IoT時代、みんなの「ビッグデータ活用」はどこまで進んでいるのか?

IoTとビッグデータ活用は“表裏一体”の関係にある。ビッグデータを分析・活用するための仕組みを整備しなければ、IoTで様々なデータを収集しても価値を生み出すことはできないからだ。では今、ユーザー企業のビッグデータ活用は、どこまで進んでいるのか――。IDC Japanは2017年8月30日、国内企業のビッグデータ/アナリティクス成熟度に関する調査結果を発表した。

IDC Japanが国内企業のビッグデータ/アナリティクス成熟度の調査を行うのは今回が2回目。結論から言うと、国内企業の成熟度は昨年より向上した。

IDCでは「IDC MaturiyScape」という手法を用いてIT環境の導入状況を評価しているが、昨年はステージ2の「限定的導入」の段階にある企業が50.0%で最多だった。

しかし今年は、ステージ3の「標準基盤化」の段階にある企業が53.3%と最も多くなった。

国内企業のビッグデータ/アナリティクス成熟度
国内企業のビッグデータ/アナリティクス成熟度

ステージ2は、プロジェクト単位の予算により、部署レベルでの活用が行われている段階を示している。これに対して、ステージ3とは、ビジネスユニットレベルでの予算と組織による継続的活用体制が整備された段階のこと。

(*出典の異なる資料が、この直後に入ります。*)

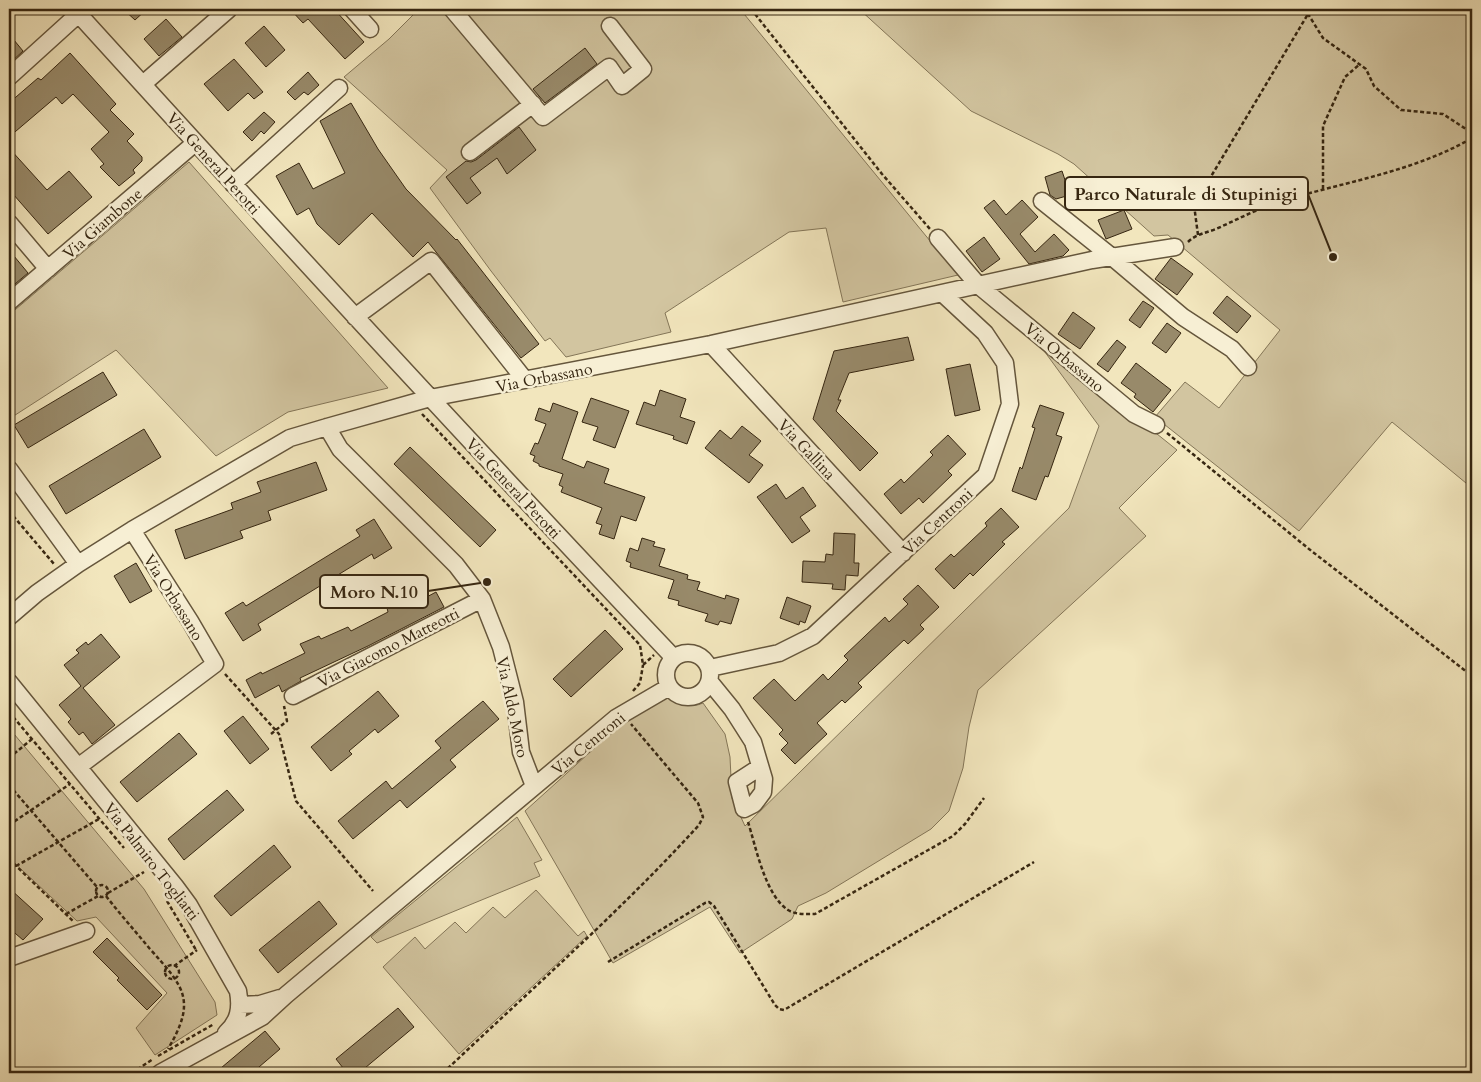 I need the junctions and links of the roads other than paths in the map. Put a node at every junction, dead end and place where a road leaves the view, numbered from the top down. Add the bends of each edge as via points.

IoTやAIを活用したデジタルトランスフォーメーションの基盤として、ビッグデータ/アナリティクスに注目が集まる中、国内企業のビッグデータ活用は確実に進んでいることが分かる。

ビッグデータ活用の全社展開に4つの課題ただ一方で課題も浮き彫りになった。

「ステージ4以上に移行したユーザー企業はあまりいなかった。ビジネスユニット、部署レベルでビッグデータを活用しているのが日本の特徴」とIDC Japan マーケットアナリストの草地慎太郎氏は指摘した。

ステージ4は部門をまたがった、ステージ5は全社的なビッグデータ活用が実現できている段階だ。ステージ4の国内企業は昨年比1.0ポイント増の11.3%、ステージ5は同1.8ポイント減の0.8%とほぼ横ばいだった。

なぜ、日本企業はステージ4以上に移行できていないのか。草地氏によれば、その理由は大きく4つあるという。

日本企業のビッグデータ活用を阻む4つの課題
日本企業のビッグデータ活用を阻む4つの課題

1つめは人材の不足である。データサイエンティストを10名以上雇用している企業は14.8%。25.1%は1人も雇用できていない。

2つめは組織間の壁だ。部門をまたがった、あるいは全社的なビッグデータ活用を推進するためには、そのための専任組織が必要になるが、今回の調査でデータアナリティクスを推進するための専任組織があると答えた企業は、22.1%にとどまった。

「最近、『CDO(チーフ・データ・オフィサー)を設けた』『データアナリティクスのための専任組織を設けたというニュースをよく見る。しかし、そうした企業は、非常に規模が大きく、恵まれたリソースを持った企業が多いという印象だ」(草地氏)

実際、今回の調査でも、売上5000億円以上の大企業は、39.6%が専任組織をすでに設けており、全体平均を大きく上回っている。

部門間の壁を越えるためには権限も重要だが、この点でも課題がある。データアナリティクスの責任者について聞いた質問では、課長~本部長クラスとの回答が6割以上を占めた。

3つめの課題は不十分な予算だ。データアナリティクスへの投資は増加傾向にあるものの、まだまだ足りていない。

そして4つめの課題は、システム・データの断絶である。データの整合性や品質、システム間の連携などにおける課題のことだ。